### THE PROBLEM
An identical copy of all the entries is the required result.

[Opening PROVIDED MATERIAL section]

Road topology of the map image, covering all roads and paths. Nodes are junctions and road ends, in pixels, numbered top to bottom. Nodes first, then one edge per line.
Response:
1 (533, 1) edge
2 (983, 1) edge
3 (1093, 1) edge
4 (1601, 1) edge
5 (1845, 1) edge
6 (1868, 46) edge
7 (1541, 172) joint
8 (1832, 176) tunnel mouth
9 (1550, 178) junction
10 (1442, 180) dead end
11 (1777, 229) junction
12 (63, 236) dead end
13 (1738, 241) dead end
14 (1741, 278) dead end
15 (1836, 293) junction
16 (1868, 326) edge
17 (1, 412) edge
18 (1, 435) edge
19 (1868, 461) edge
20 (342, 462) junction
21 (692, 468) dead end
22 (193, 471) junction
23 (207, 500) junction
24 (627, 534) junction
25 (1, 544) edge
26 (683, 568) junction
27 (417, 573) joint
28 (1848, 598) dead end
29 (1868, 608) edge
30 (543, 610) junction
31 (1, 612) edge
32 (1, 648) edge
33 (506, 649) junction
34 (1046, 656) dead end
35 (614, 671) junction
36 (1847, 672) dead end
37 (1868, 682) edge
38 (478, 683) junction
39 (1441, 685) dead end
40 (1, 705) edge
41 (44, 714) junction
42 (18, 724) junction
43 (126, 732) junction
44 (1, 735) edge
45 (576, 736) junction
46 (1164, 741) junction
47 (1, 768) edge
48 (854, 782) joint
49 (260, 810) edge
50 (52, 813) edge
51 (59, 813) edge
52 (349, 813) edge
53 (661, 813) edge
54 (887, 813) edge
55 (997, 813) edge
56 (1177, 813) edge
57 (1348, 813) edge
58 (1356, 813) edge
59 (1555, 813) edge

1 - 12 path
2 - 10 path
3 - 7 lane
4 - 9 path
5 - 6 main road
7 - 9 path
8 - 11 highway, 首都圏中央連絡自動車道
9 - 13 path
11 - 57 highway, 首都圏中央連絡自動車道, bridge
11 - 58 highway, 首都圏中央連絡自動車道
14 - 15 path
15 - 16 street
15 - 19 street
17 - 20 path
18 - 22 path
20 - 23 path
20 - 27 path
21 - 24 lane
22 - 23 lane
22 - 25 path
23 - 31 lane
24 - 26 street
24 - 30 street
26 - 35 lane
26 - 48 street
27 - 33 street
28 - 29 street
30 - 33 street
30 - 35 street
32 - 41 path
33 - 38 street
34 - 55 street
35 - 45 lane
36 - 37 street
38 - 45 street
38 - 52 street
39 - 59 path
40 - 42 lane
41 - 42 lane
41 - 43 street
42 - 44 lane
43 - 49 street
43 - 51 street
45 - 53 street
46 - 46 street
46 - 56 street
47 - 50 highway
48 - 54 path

[Closing PROVIDED MATERIAL section]

### THE ANSWER
Road topology of the map image, covering all roads and paths. Nodes are junctions and road ends, in pixels, numbered top to bottom. Nodes first, then one edge per line.
Response:
1 (533, 1) edge
2 (983, 1) edge
3 (1093, 1) edge
4 (1601, 1) edge
5 (1845, 1) edge
6 (1868, 46) edge
7 (1541, 172) joint
8 (1832, 176) tunnel mouth
9 (1550, 178) junction
10 (1442, 180) dead end
11 (1777, 229) junction
12 (63, 236) dead end
13 (1738, 241) dead end
14 (1741, 278) dead end
15 (1836, 293) junction
16 (1868, 326) edge
17 (1, 412) edge
18 (1, 435) edge
19 (1868, 461) edge
20 (342, 462) junction
21 (692, 468) dead end
22 (193, 471) junction
23 (207, 500) junction
24 (627, 534) junction
25 (1, 544) edge
26 (683, 568) junction
27 (417, 573) joint
28 (1848, 598) dead end
29 (1868, 608) edge
30 (543, 610) junction
31 (1, 612) edge
32 (1, 648) edge
33 (506, 649) junction
34 (1046, 656) dead end
35 (614, 671) junction
36 (1847, 672) dead end
37 (1868, 682) edge
38 (478, 683) junction
39 (1441, 685) dead end
40 (1, 705) edge
41 (44, 714) junction
42 (18, 724) junction
43 (126, 732) junction
44 (1, 735) edge
45 (576, 736) junction
46 (1164, 741) junction
47 (1, 768) edge
48 (854, 782) joint
49 (260, 810) edge
50 (52, 813) edge
51 (59, 813) edge
52 (349, 813) edge
53 (661, 813) edge
54 (887, 813) edge
55 (997, 813) edge
56 (1177, 813) edge
57 (1348, 813) edge
58 (1356, 813) edge
59 (1555, 813) edge

1 - 12 path
2 - 10 path
3 - 7 lane
4 - 9 path
5 - 6 main road
7 - 9 path
8 - 11 highway, 首都圏中央連絡自動車道
9 - 13 path
11 - 57 highway, 首都圏中央連絡自動車道, bridge
11 - 58 highway, 首都圏中央連絡自動車道
14 - 15 path
15 - 16 street
15 - 19 street
17 - 20 path
18 - 22 path
20 - 23 path
20 - 27 path
21 - 24 lane
22 - 23 lane
22 - 25 path
23 - 31 lane
24 - 26 street
24 - 30 street
26 - 35 lane
26 - 48 street
27 - 33 street
28 - 29 street
30 - 33 street
30 - 35 street
32 - 41 path
33 - 38 street
34 - 55 street
35 - 45 lane
36 - 37 street
38 - 45 street
38 - 52 street
39 - 59 path
40 - 42 lane
41 - 42 lane
41 - 43 street
42 - 44 lane
43 - 49 street
43 - 51 street
45 - 53 street
46 - 46 street
46 - 56 street
47 - 50 highway
48 - 54 path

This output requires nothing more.